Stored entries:
——

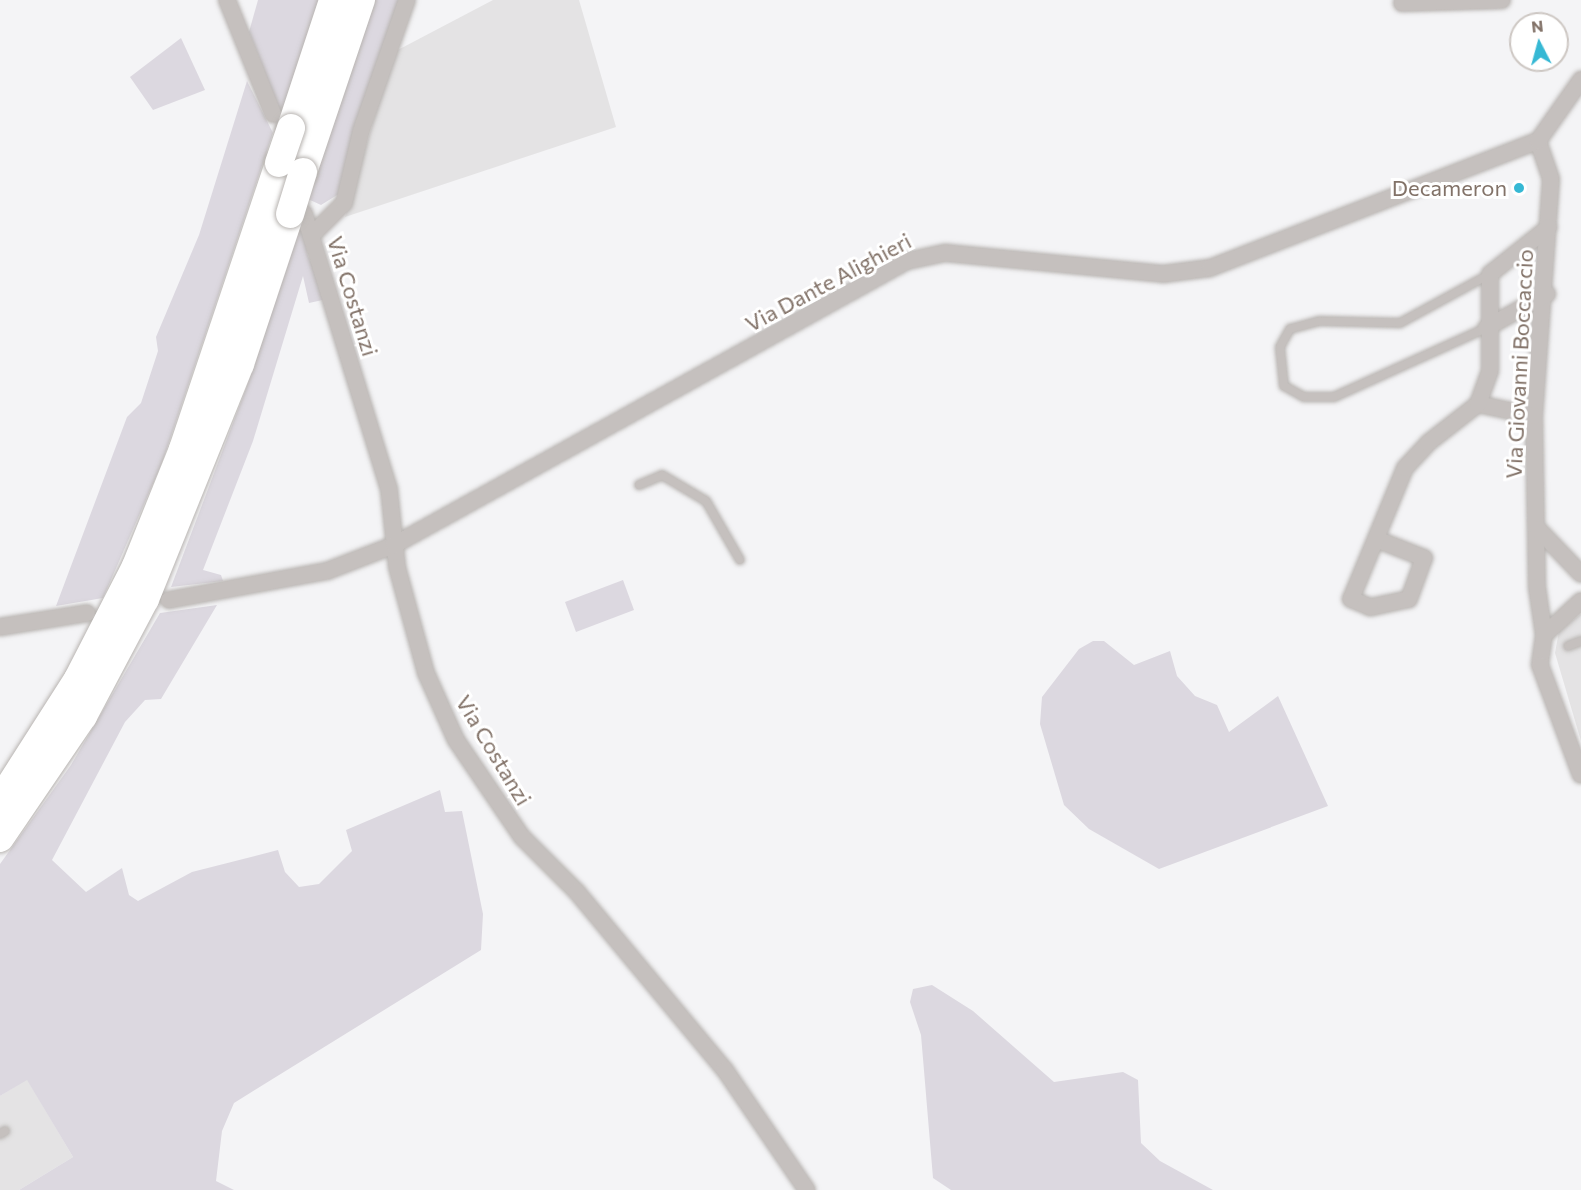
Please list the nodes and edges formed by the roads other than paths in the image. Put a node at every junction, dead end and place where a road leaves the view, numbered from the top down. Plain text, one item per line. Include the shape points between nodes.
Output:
1 (227, 0) edge
2 (333, 0) edge
3 (361, 0) edge
4 (407, 0) edge
5 (1502, 0) edge
6 (1402, 3) dead end
7 (1581, 80) edge
8 (282, 121) junction
9 (1538, 141) junction
10 (291, 168) junction
11 (297, 213) junction
12 (1549, 227) junction
13 (311, 236) junction
14 (1490, 274) junction
15 (1547, 294) junction
16 (1486, 328) junction
17 (1478, 404) junction
18 (1534, 416) junction
19 (639, 485) dead end
20 (1538, 529) junction
21 (1376, 539) junction
22 (394, 544) junction
23 (740, 560) dead end
24 (1581, 574) edge
25 (169, 600) dead end
26 (1581, 601) edge
27 (87, 613) dead end
28 (0, 627) edge
29 (1544, 635) junction
30 (1581, 641) edge
31 (1568, 646) dead end
32 (1577, 757) edge
33 (1581, 775) edge
34 (0, 801) edge
35 (0, 838) edge
36 (807, 1190) edge

1 - 8 street
2 - 8 highway
3 - 10 highway
4 - 13 street via 361,131 344,203
5 - 6 street
7 - 9 street
8 - 10 highway, bridge
9 - 12 street, Via Giovanni Boccaccio via 1551,179
9 - 22 street, Via Dante Alighieri via 1210,268 1163,274 946,253 908,261
10 - 11 highway, bridge
10 - 34 highway via 136,566 78,679
11 - 13 street, Via Costanzi
11 - 35 highway via 145,599 83,716
12 - 14 street
12 - 15 street, Via Giovanni Boccaccio
13 - 22 street, Via Costanzi via 389,489 396,523
14 - 16 street
14 - 16 lane via 1400,323 1319,321 1290,329 1280,347 1284,386 1304,398 1334,397
15 - 16 street
15 - 18 street, Via Giovanni Boccaccio
16 - 17 street via 1490,371
17 - 18 street
17 - 21 street via 1428,443 1405,468
18 - 20 street, Via Giovanni Boccaccio
19 - 23 lane via 662,475 706,501
20 - 24 street
20 - 29 street, Via Giovanni Boccaccio
21 - 21 street via 1351,599 1370,607 1409,599 1424,558
22 - 25 street, Via Dante Alighieri via 316,574
22 - 36 street, Via Costanzi via 426,673 456,740 522,837 577,892 725,1070
26 - 29 street
27 - 28 street
29 - 32 street via 1544,685
30 - 31 lane
32 - 33 street

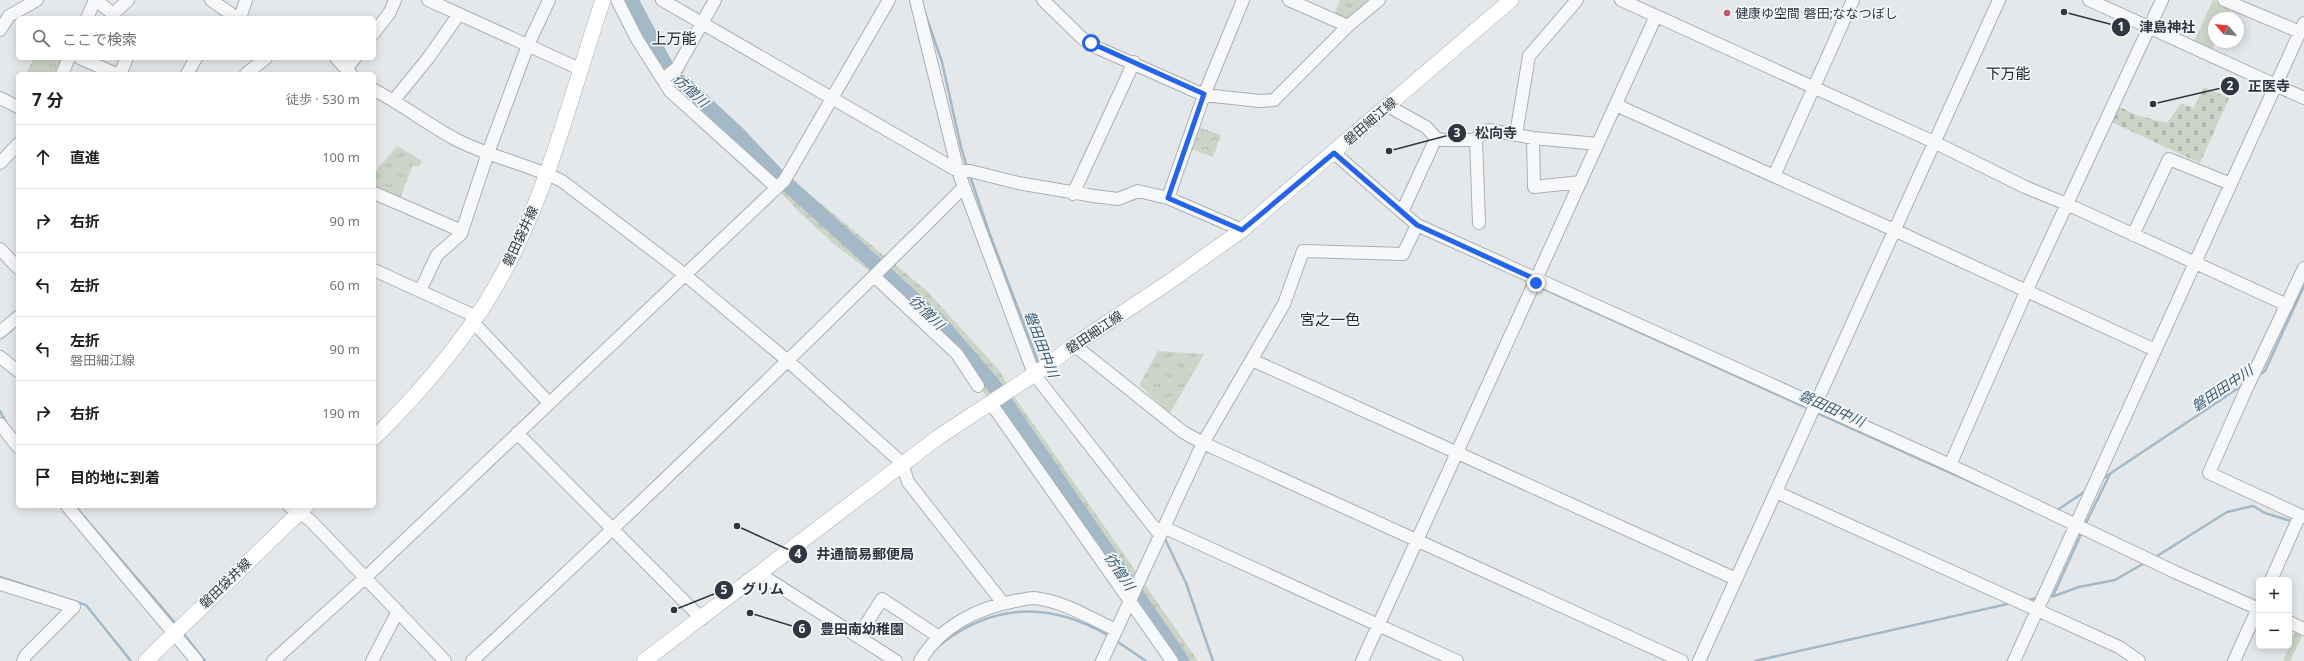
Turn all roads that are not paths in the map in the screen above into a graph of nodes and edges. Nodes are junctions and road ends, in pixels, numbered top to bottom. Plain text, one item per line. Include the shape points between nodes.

——

Please hand back every entry above exactly, with no images in the copy.

Please list the nodes and edges formed by the roads other than paths in the image. Put a node at every junction, dead end and place where a road leaves the view, numbered from the top down. Plain text, one item per line. Include the shape points between nodes.
Output:
1 (227, 0) edge
2 (333, 0) edge
3 (361, 0) edge
4 (407, 0) edge
5 (1502, 0) edge
6 (1402, 3) dead end
7 (1581, 80) edge
8 (282, 121) junction
9 (1538, 141) junction
10 (291, 168) junction
11 (297, 213) junction
12 (1549, 227) junction
13 (311, 236) junction
14 (1490, 274) junction
15 (1547, 294) junction
16 (1486, 328) junction
17 (1478, 404) junction
18 (1534, 416) junction
19 (639, 485) dead end
20 (1538, 529) junction
21 (1376, 539) junction
22 (394, 544) junction
23 (740, 560) dead end
24 (1581, 574) edge
25 (169, 600) dead end
26 (1581, 601) edge
27 (87, 613) dead end
28 (0, 627) edge
29 (1544, 635) junction
30 (1581, 641) edge
31 (1568, 646) dead end
32 (1577, 757) edge
33 (1581, 775) edge
34 (0, 801) edge
35 (0, 838) edge
36 (807, 1190) edge

1 - 8 street
2 - 8 highway
3 - 10 highway
4 - 13 street via 361,131 344,203
5 - 6 street
7 - 9 street
8 - 10 highway, bridge
9 - 12 street, Via Giovanni Boccaccio via 1551,179
9 - 22 street, Via Dante Alighieri via 1210,268 1163,274 946,253 908,261
10 - 11 highway, bridge
10 - 34 highway via 136,566 78,679
11 - 13 street, Via Costanzi
11 - 35 highway via 145,599 83,716
12 - 14 street
12 - 15 street, Via Giovanni Boccaccio
13 - 22 street, Via Costanzi via 389,489 396,523
14 - 16 street
14 - 16 lane via 1400,323 1319,321 1290,329 1280,347 1284,386 1304,398 1334,397
15 - 16 street
15 - 18 street, Via Giovanni Boccaccio
16 - 17 street via 1490,371
17 - 18 street
17 - 21 street via 1428,443 1405,468
18 - 20 street, Via Giovanni Boccaccio
19 - 23 lane via 662,475 706,501
20 - 24 street
20 - 29 street, Via Giovanni Boccaccio
21 - 21 street via 1351,599 1370,607 1409,599 1424,558
22 - 25 street, Via Dante Alighieri via 316,574
22 - 36 street, Via Costanzi via 426,673 456,740 522,837 577,892 725,1070
26 - 29 street
27 - 28 street
29 - 32 street via 1544,685
30 - 31 lane
32 - 33 street

Turn all roads that are not paths in the map in the screen above into a graph of nodes and edges. Nodes are junctions and road ends, in pixels, numbered top to bottom. Plain text, one item per line. Include the shape points between nodes.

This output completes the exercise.